The Attributor solution, as discussed here, could be reasonably effective in policing copyright abuse. But a more positive approach to copyright compliance would be welcoming the broadest number of websites into the ViewPass system, where each participating site would be motivated to respect copyright to protect the value of everyone’s content.
The ViewPass carrot would be greater revenue for participating publishers. The stick for copyright violators (the detection of whom could easily be provided by a partner such as Attributor) would be the sanction of being booted off the ViewPass network.
The approach advocated by Journalism Online seems to be a concerted campaign to force consumers to subscribe to online content after some 15 years of getting it for free.
But there’s a huge problem with that.
If you suddenly put a pay wall on a website that used to be free, you are bound to lose a substantial amount of traffic representing a considerable amount of potential advertising inventory. Once customers are turned off, it will be awfully hard to get most of them back, especially as plenty of free websites will be glad to welcome them.
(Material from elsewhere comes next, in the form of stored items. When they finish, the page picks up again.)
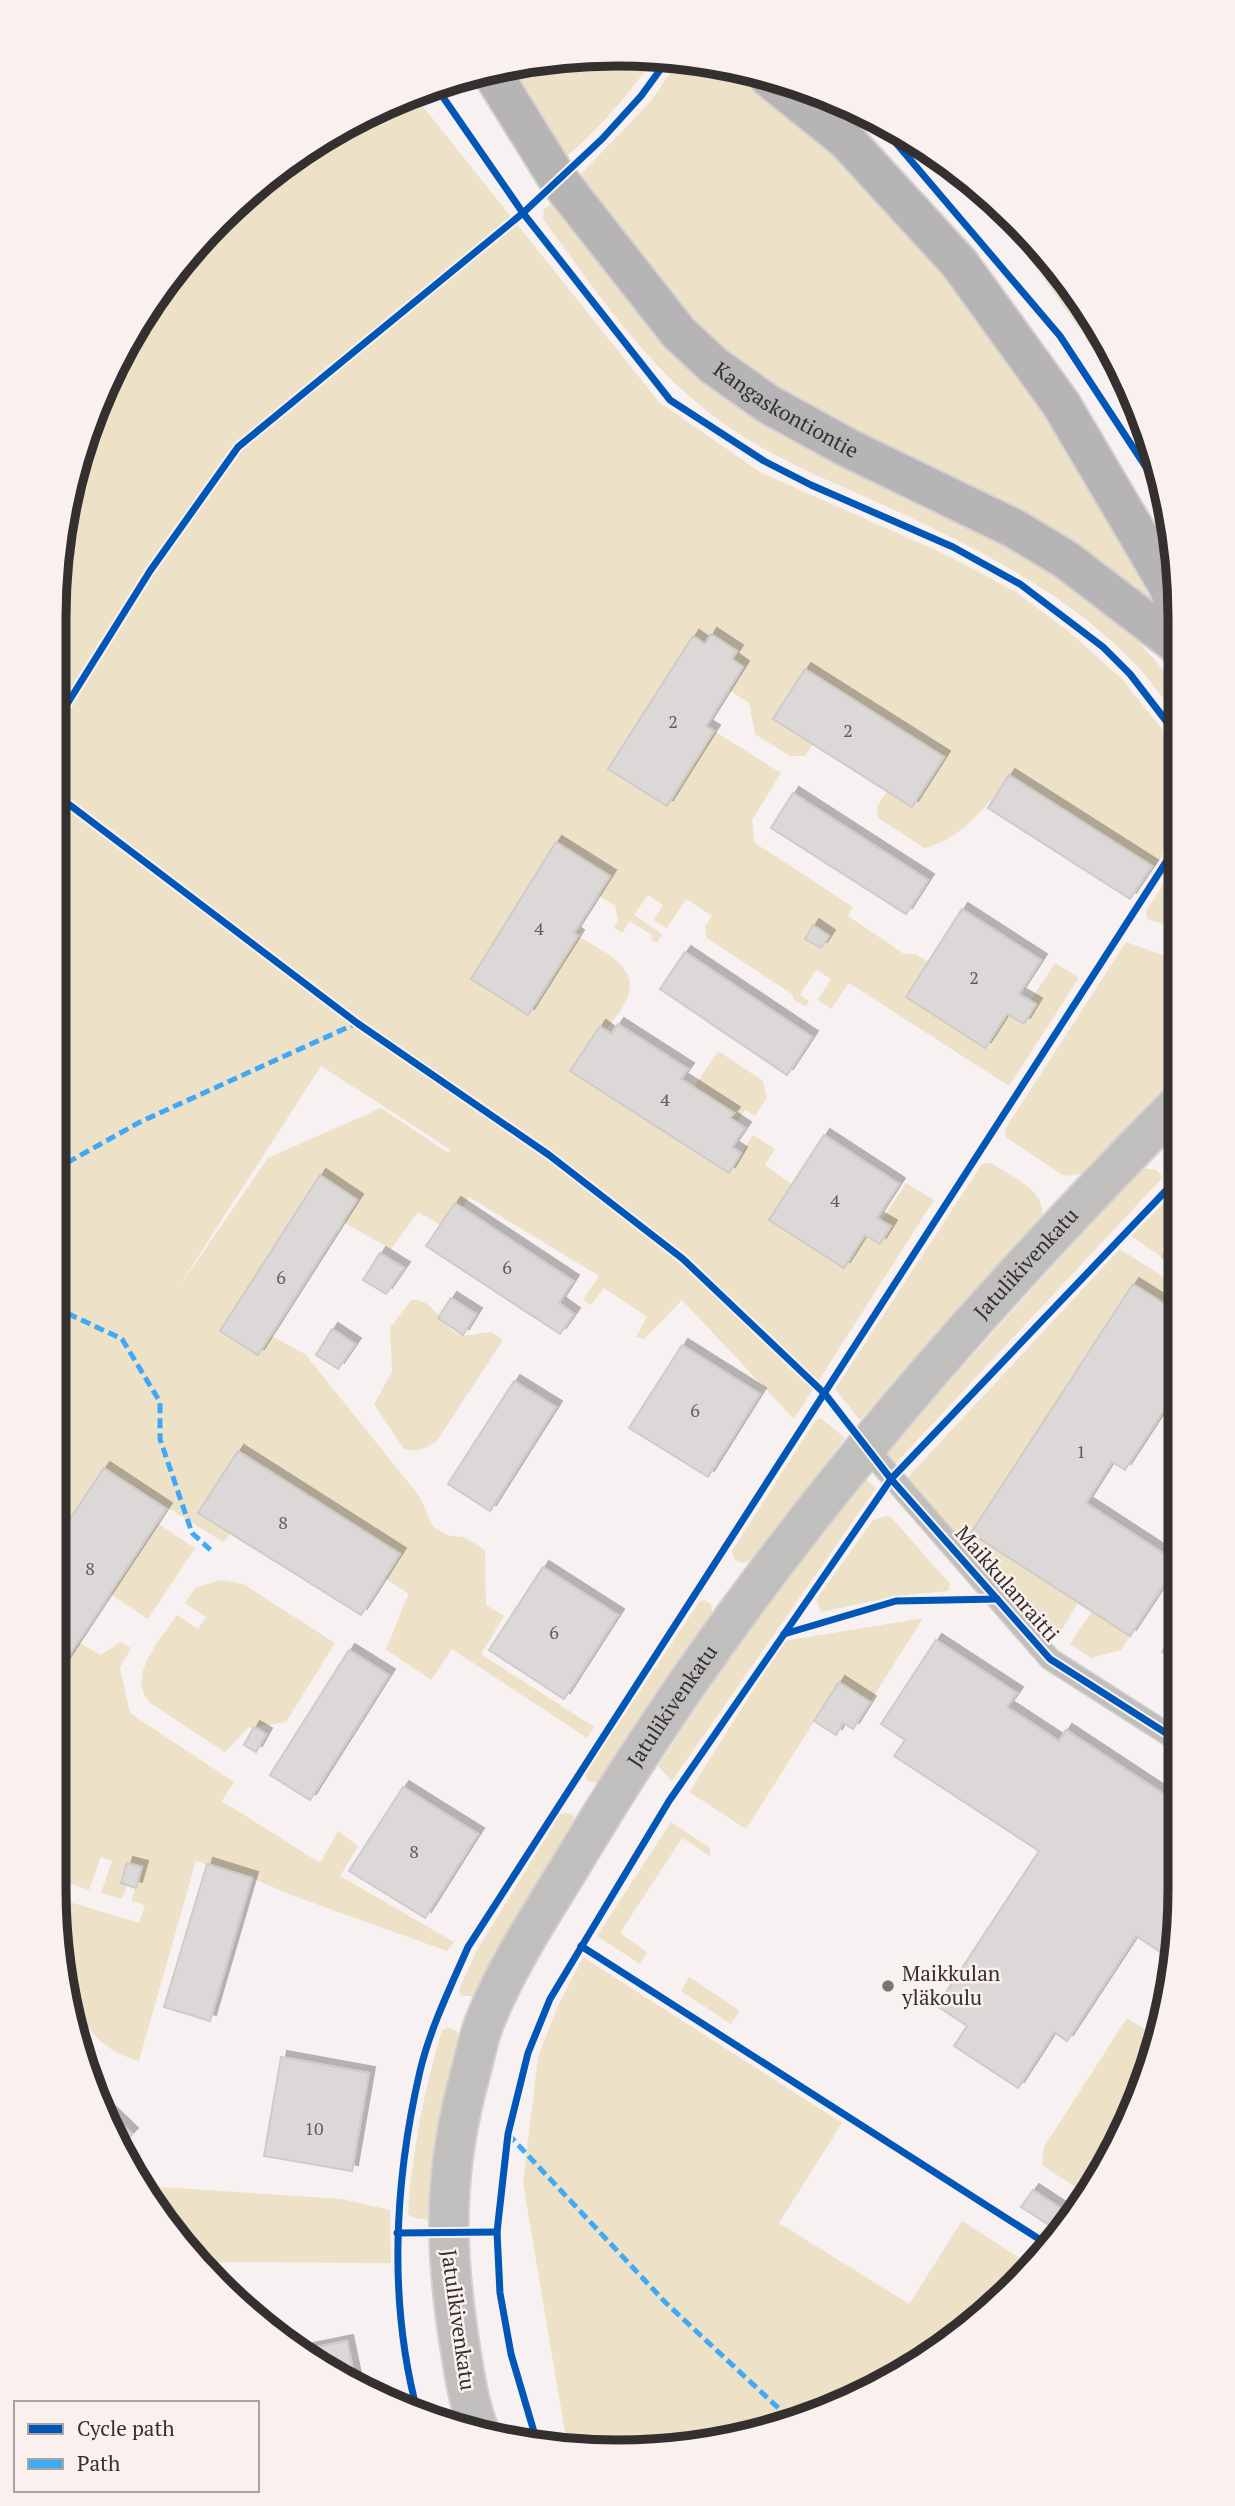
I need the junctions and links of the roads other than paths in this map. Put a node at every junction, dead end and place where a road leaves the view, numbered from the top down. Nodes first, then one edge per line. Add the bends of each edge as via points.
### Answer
1 (496, 80) edge
2 (789, 94) edge
3 (1167, 584) edge
4 (1168, 638) edge
5 (1168, 1114) edge
6 (865, 1446) junction
7 (1168, 1734) edge
8 (476, 2421) edge

1 - 4 street, Kangaskontiontie via 557,178 678,332 713,365 768,404 848,448 1016,529 1065,559
2 - 3 street via 846,140 959,263 1061,404
5 - 6 street, Jatulikivenkatu via 1080,1204
6 - 7 lane, Maikkulanraitti via 1049,1659
6 - 8 street, Jatulikivenkatu via 749,1596 638,1758 512,1965 484,2023 458,2120 448,2186 447,2233 464,2373

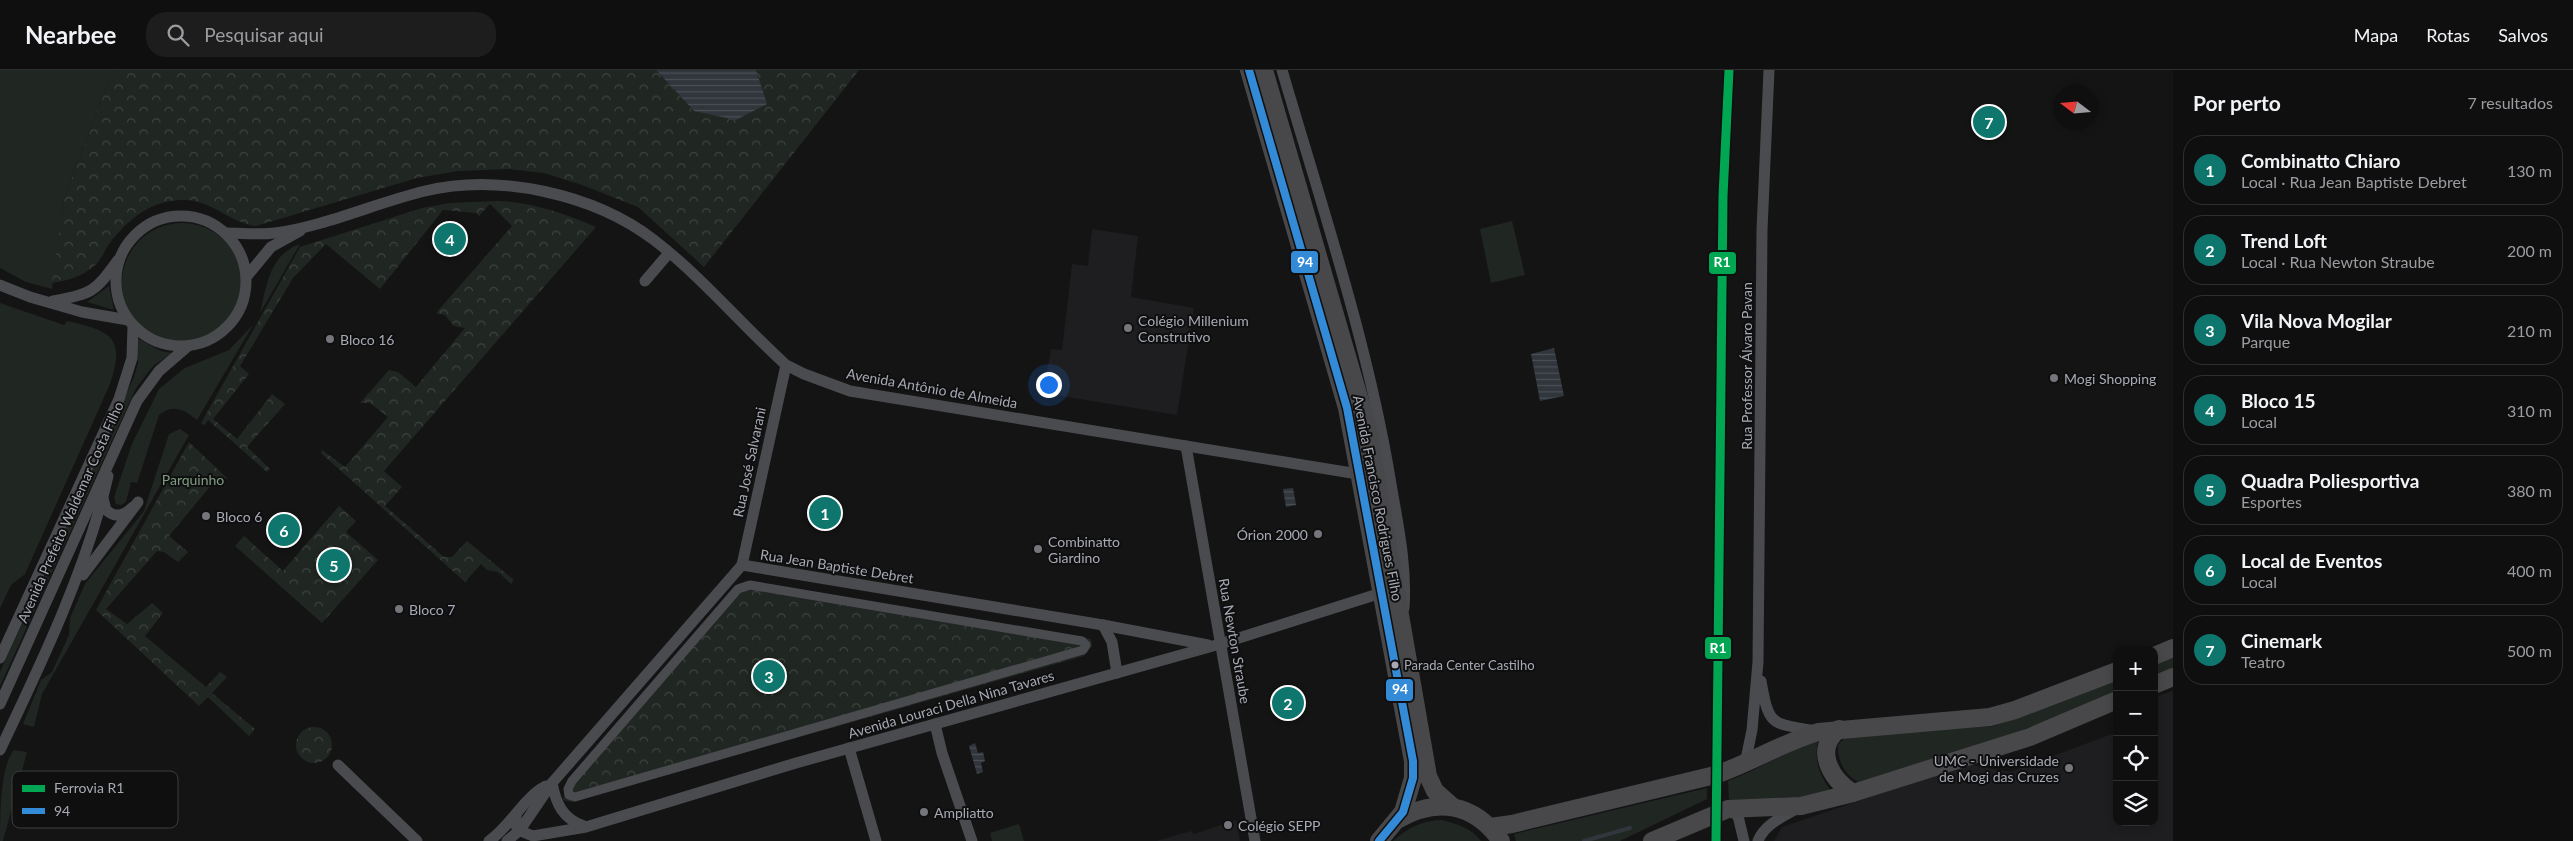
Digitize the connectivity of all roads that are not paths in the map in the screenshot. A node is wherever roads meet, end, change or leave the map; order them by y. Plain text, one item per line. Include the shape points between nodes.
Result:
1 (1249, 70) edge
2 (1264, 70) edge
3 (1282, 70) edge
4 (1769, 70) edge
5 (310, 226) junction
6 (226, 233) junction
7 (669, 253) junction
8 (121, 255) junction
9 (247, 276) junction
10 (645, 281) dead end
11 (0, 285) edge
12 (51, 301) junction
13 (131, 323) junction
14 (188, 346) junction
15 (786, 365) junction
16 (1186, 446) junction
17 (114, 450) junction
18 (1368, 476) junction
19 (103, 496) junction
20 (742, 565) junction
21 (1381, 593) junction
22 (67, 599) junction
23 (1103, 625) junction
24 (1403, 631) junction
25 (1216, 645) junction
26 (2173, 648) edge
27 (1083, 650) joint
28 (2158, 654) edge
29 (0, 658) edge
30 (1758, 662) junction
31 (1117, 673) junction
32 (2113, 673) edge
33 (2173, 677) edge
34 (2158, 683) edge
35 (2113, 702) edge
36 (0, 704) edge
37 (935, 724) junction
38 (1839, 730) junction
39 (1818, 732) junction
40 (849, 748) junction
41 (0, 750) edge
42 (338, 764) dead end
43 (1745, 764) junction
44 (552, 783) junction
45 (1853, 793) junction
46 (1802, 806) junction
47 (1452, 807) junction
48 (1728, 809) junction
49 (516, 815) junction
50 (1396, 821) junction
51 (586, 827) junction
52 (1490, 827) junction
53 (520, 830) junction
54 (417, 841) edge
55 (488, 841) edge
56 (507, 841) edge
57 (554, 841) edge
58 (876, 841) edge
59 (972, 841) edge
60 (1255, 841) edge
61 (1379, 841) edge
62 (1501, 841) edge
63 (1652, 841) edge
64 (1744, 841) edge
65 (1758, 841) edge

1 - 18 main road, Avenida Francisco Rodrigues Filho
2 - 18 main road, Avenida Francisco Rodrigues Filho via 1360,396
3 - 24 street via 1368,364 1382,428 1406,581
4 - 30 street, Rua Professor Álvaro Pavan via 1762,230
5 - 6 street, Avenida Antônio de Almeida via 274,233
5 - 7 street, Avenida Antônio de Almeida via 431,189 456,184 511,185 586,204 620,218
5 - 9 street, Avenida Antônio de Almeida via 271,248
6 - 8 street via 195,216 177,215 159,219 144,228 130,240
6 - 9 street via 237,245
7 - 10 street
7 - 15 street, Avenida Antônio de Almeida
8 - 12 street via 94,289 85,295
8 - 13 street via 116,288 120,305
9 - 14 street via 245,296 224,331 207,341
11 - 12 street
12 - 13 street
13 - 14 street via 157,342
13 - 29 street via 132,358 119,399
14 - 17 street, Avenida Prefeito Waldemar Costa Filho via 146,385
15 - 16 street, Avenida Antônio de Almeida via 850,391
15 - 20 street, Rua José Salvarani
16 - 18 street, Avenida Antônio de Almeida
16 - 25 street, Rua Newton Straube
17 - 19 street
17 - 36 street, Avenida Prefeito Waldemar Costa Filho
18 - 21 main road, Avenida Francisco Rodrigues Filho
18 - 24 main road, Avenida Francisco Rodrigues Filho
19 - 22 street via 90,542
19 - 22 street via 103,505 114,515 122,515 138,502 96,554
20 - 23 street, Rua Jean Baptiste Debret
20 - 44 street, Rua Jean Baptiste Debret
21 - 25 street, Avenida Louraci Della Nina Tavares
21 - 50 main road, Avenida Francisco Rodrigues Filho via 1413,760 1408,799
22 - 41 street
23 - 25 street, Rua Jean Baptiste Debret
23 - 31 street via 1112,642
24 - 47 main road, Avenida Francisco Rodrigues Filho via 1428,776 1435,791
25 - 31 street, Avenida Louraci Della Nina Tavares
25 - 60 street, Rua Newton Straube
26 - 28 main road
27 - 27 street via 1086,645 1082,641 750,585 738,589 572,781 569,795 575,797
30 - 39 street, Rua Professor Álvaro Pavan via 1768,714 1779,723
30 - 43 street, Rua Professor Álvaro Pavan via 1752,730
31 - 37 street, Avenida Louraci Della Nina Tavares
32 - 38 main road via 1990,717
33 - 34 main road
35 - 45 main road via 2030,737
37 - 40 street, Avenida Louraci Della Nina Tavares
37 - 59 street
38 - 39 main road
38 - 45 main road via 1831,736 1826,756 1829,768 1840,784
39 - 43 main road via 1794,739
40 - 51 street, Avenida Louraci Della Nina Tavares
40 - 58 street
42 - 54 street
43 - 52 main road via 1715,775
44 - 49 street, Rua Jean Baptiste Debret via 538,790
44 - 51 street via 561,809 572,822
44 - 53 street, Rua Jean Baptiste Debret
45 - 46 main road
46 - 48 main road
46 - 65 street via 1777,819
47 - 50 main road, Avenida Francisco Rodrigues Filho via 1420,809
47 - 52 main road, Avenida Francisco Rodrigues Filho via 1471,813
48 - 63 main road
48 - 64 street via 1738,816
49 - 53 street via 516,826
49 - 55 street, Rua Jean Baptiste Debret
50 - 61 main road, Avenida Francisco Rodrigues Filho
51 - 53 street via 533,836
51 - 57 street via 575,835
52 - 62 main road, Avenida Francisco Rodrigues Filho
53 - 56 street, Rua Jean Baptiste Debret

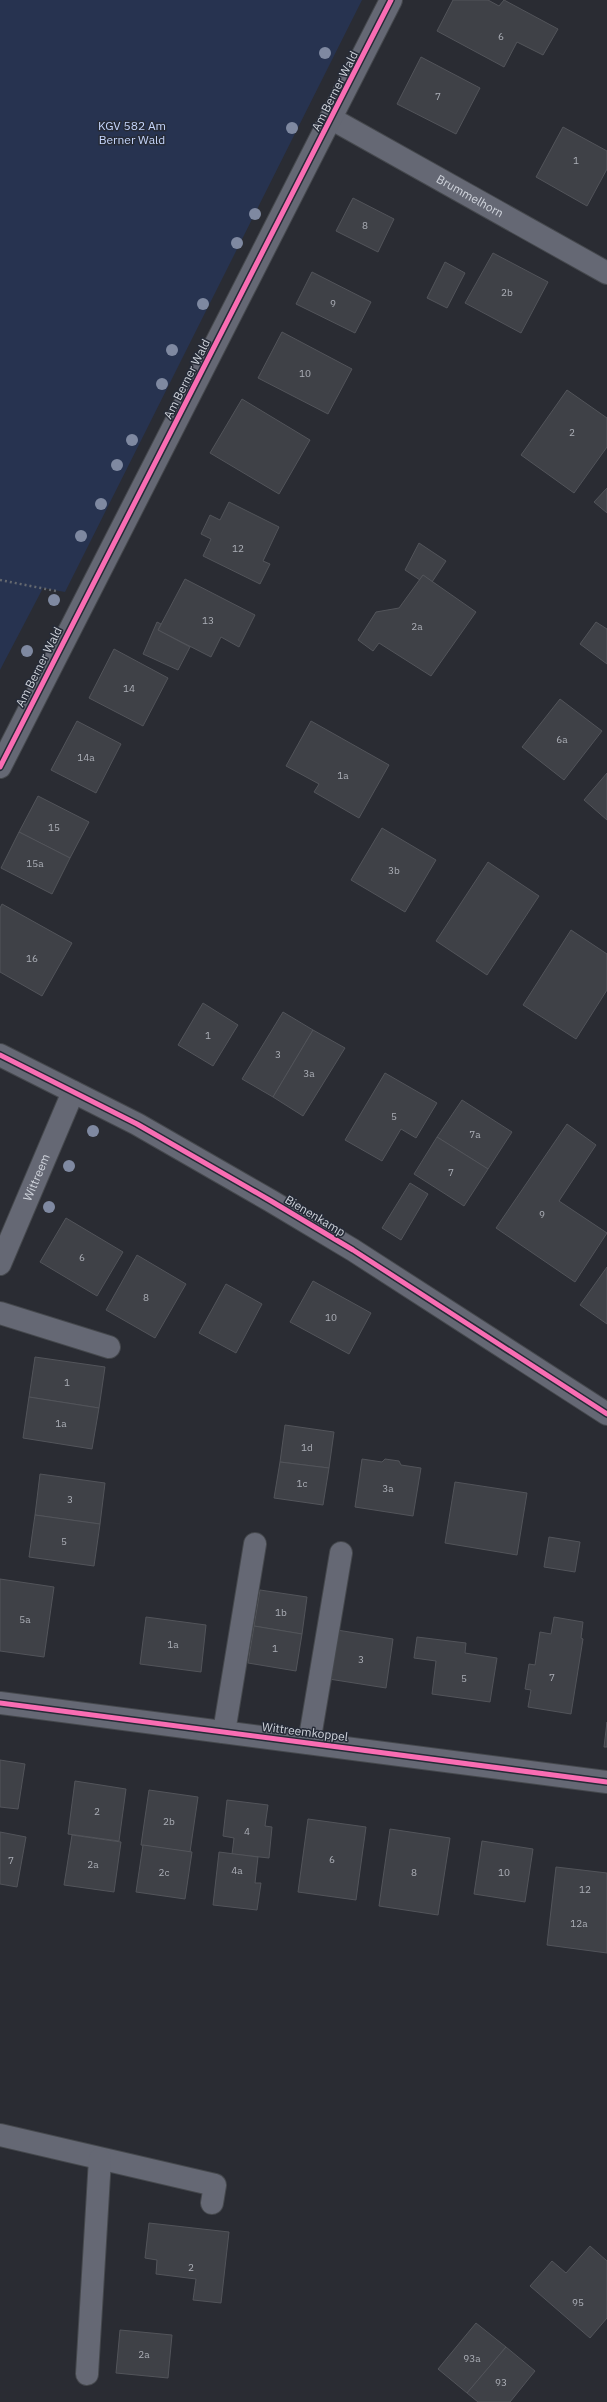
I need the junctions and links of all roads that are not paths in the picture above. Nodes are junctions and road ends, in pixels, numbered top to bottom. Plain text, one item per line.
1 (391, 0) edge
2 (332, 119) junction
3 (607, 273) edge
4 (0, 767) edge
5 (0, 1055) edge
6 (73, 1092) junction
7 (0, 1264) edge
8 (0, 1314) edge
9 (109, 1347) dead end
10 (607, 1414) edge
11 (255, 1544) dead end
12 (341, 1553) dead end
13 (0, 1703) edge
14 (224, 1732) junction
15 (309, 1743) junction
16 (607, 1782) edge
17 (0, 2135) edge
18 (100, 2159) junction
19 (212, 2203) dead end
20 (87, 2374) dead end

1 - 2 street, Am Berner Wald
2 - 3 street, Brummelhorn
2 - 4 street, Am Berner Wald
5 - 6 street, Bienenkamp
6 - 7 street, Wittreem
6 - 10 street, Bienenkamp
8 - 9 street
11 - 14 street
12 - 15 street
13 - 14 street, Wittreemkoppel
14 - 15 street, Wittreemkoppel
15 - 16 street, Wittreemkoppel
17 - 18 street
18 - 19 street
18 - 20 street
You could argue, as Steve does, that some newspapers are doing a poor job of selling their existing online inventory. But the solution is to sell the ad inventory better, not to write it off.
The publishers successfully selling targeted advertising on Yahoo’s Apt system have proven that it pays to have superior data about their customers. If you ask them, they will tell you so. But the problem with Apt is that Yahoo gets 50% of the revenues.
An industry-owned, co-operative venture like ViewPass would put publishers in a stronger negotiating position than they are today with such partners as Yahoo and the other online mega-powers.
If ViewPass were expanded to other print, broadcast and online publishers across the globe, it could give the American newspaper industry some badly needed mega-power of its own.